Source records:
# # # # #
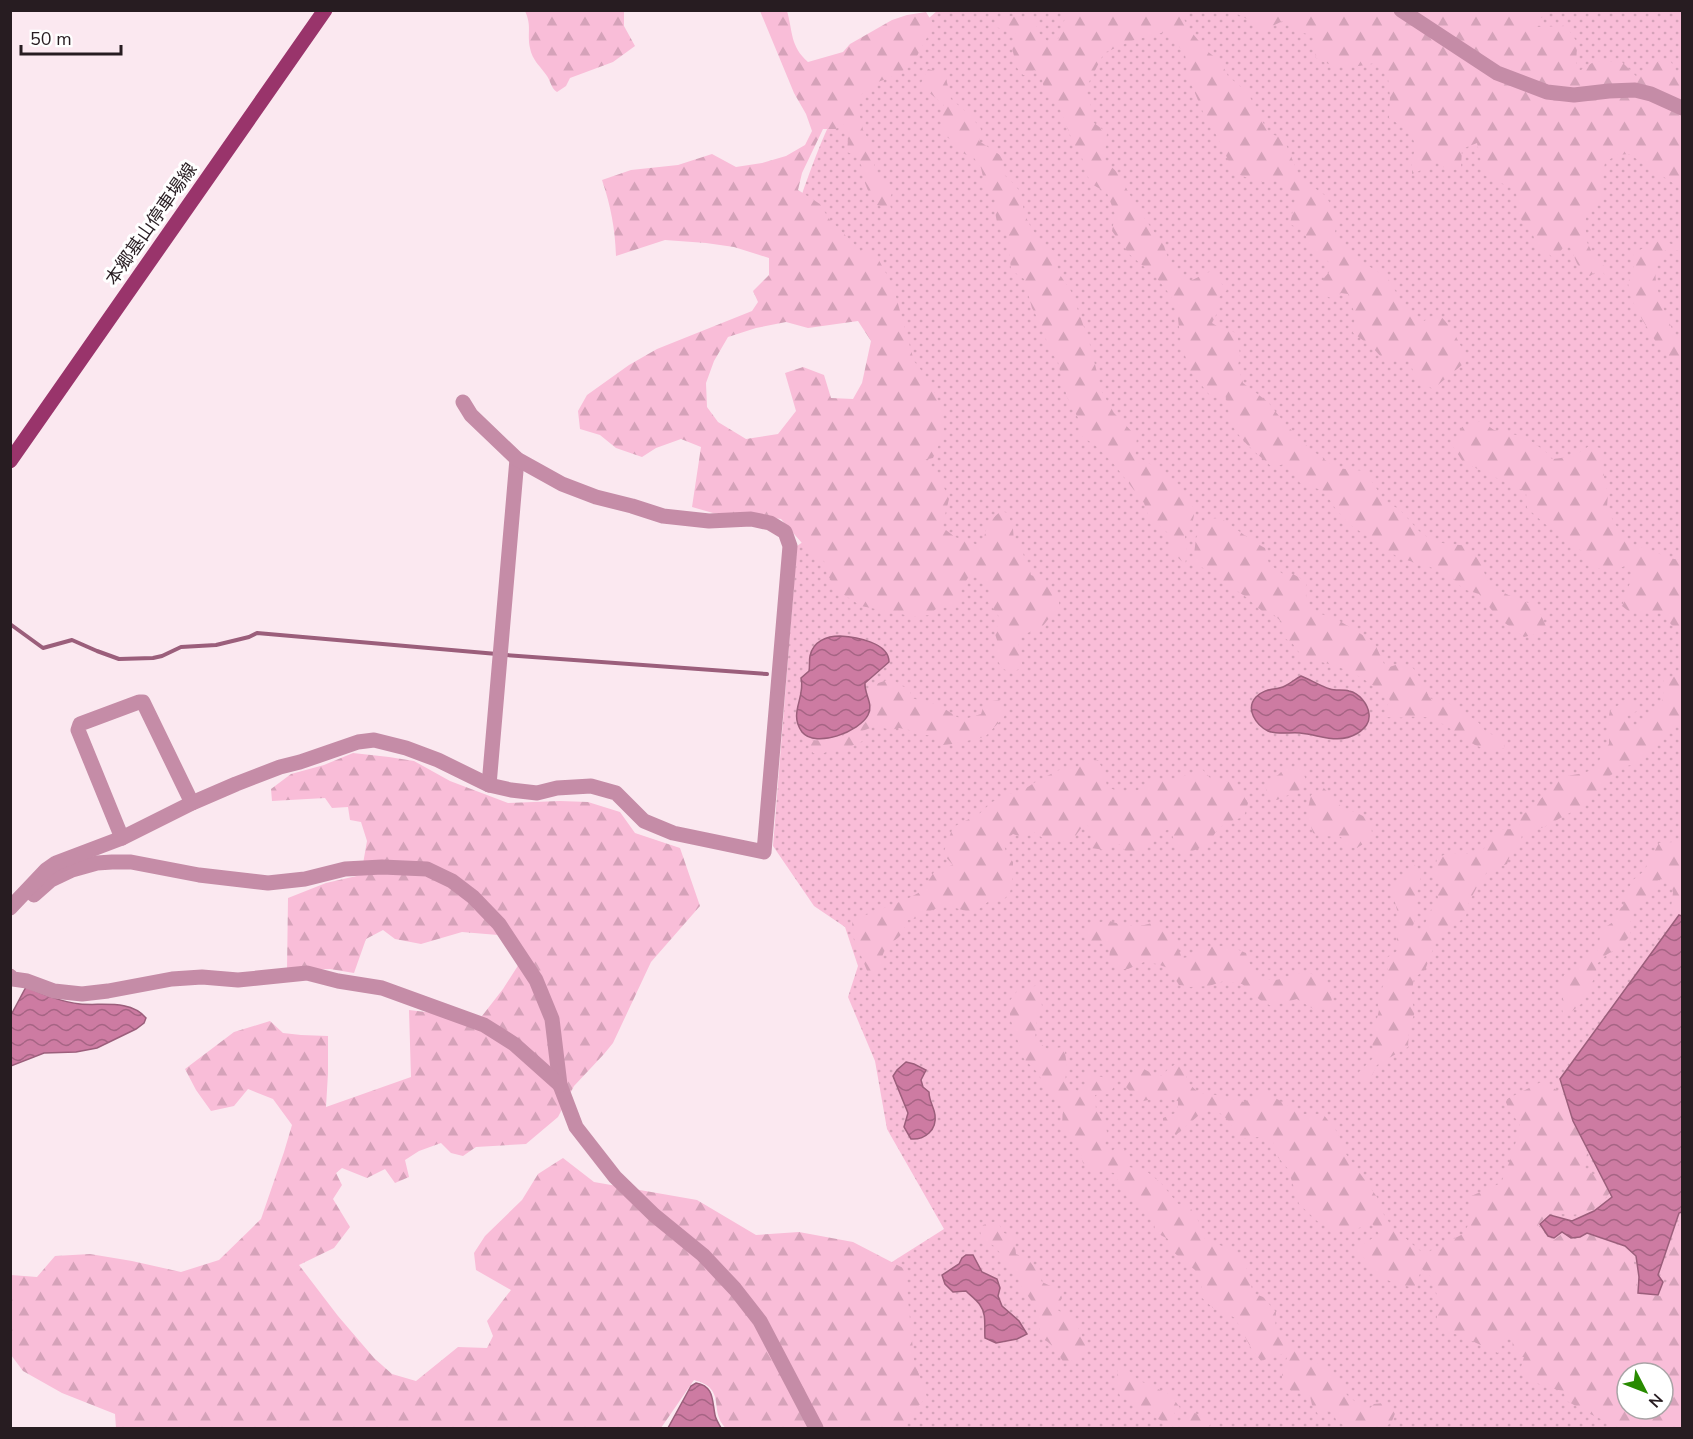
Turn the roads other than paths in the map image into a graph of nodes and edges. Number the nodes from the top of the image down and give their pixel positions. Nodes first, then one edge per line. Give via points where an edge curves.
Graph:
1 (325, 10) edge
2 (1401, 10) edge
3 (1683, 108) edge
4 (463, 402) dead end
5 (517, 459) junction
6 (10, 461) edge
7 (489, 785) junction
8 (192, 803) junction
9 (122, 838) junction
10 (10, 908) edge
11 (10, 916) edge
12 (11, 980) edge
13 (561, 1085) junction
14 (816, 1428) edge

1 - 6 main road, 本郷基山停車場線
2 - 3 street via 1497,73 1547,92 1574,95 1635,90
4 - 5 street via 471,415
5 - 7 street
5 - 7 street via 562,484 663,516 709,521 751,519 770,523 785,532 790,546 764,852 673,833 644,821 616,793 591,786 537,793
7 - 8 street via 438,760 374,740 280,767
8 - 9 street
8 - 9 street via 143,702 80,724 78,730
9 - 10 street via 56,863
11 - 13 street via 51,880 97,863 131,862 268,883 345,869 427,869 473,897 499,924 536,980 552,1019
12 - 13 street via 82,994 172,979 238,980 307,973 382,988 484,1025 514,1044
13 - 14 street via 576,1127 615,1177 703,1255 760,1321

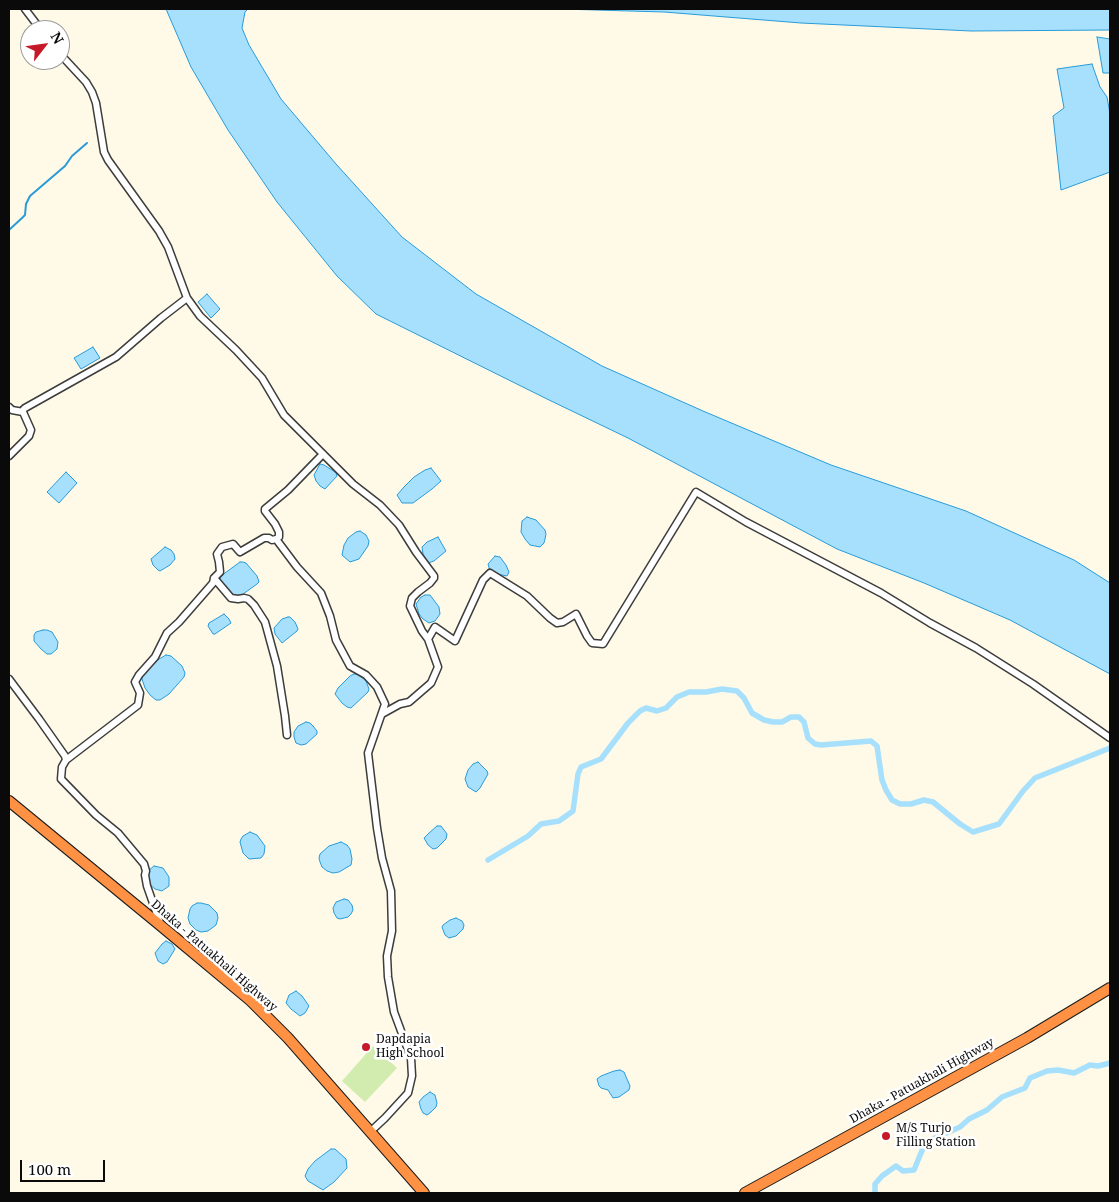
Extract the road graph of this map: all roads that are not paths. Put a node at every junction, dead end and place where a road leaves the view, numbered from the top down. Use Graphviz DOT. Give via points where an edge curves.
# # # # #
#### [Task requirements]
Copy each line above holding "Give".

#### [Exercise solution]
Turn the roads other than paths in the map image into a graph of nodes and edges. Number the nodes from the top of the image down and give their pixel positions. Nodes first, then one edge per line. Give via points where an edge curves.
Extract the road graph of this map: all roads that are not paths. Put a node at every junction, dead end and place where a road leaves the view, numbered from the top down. Use Graphviz DOT. Give via points where an edge curves.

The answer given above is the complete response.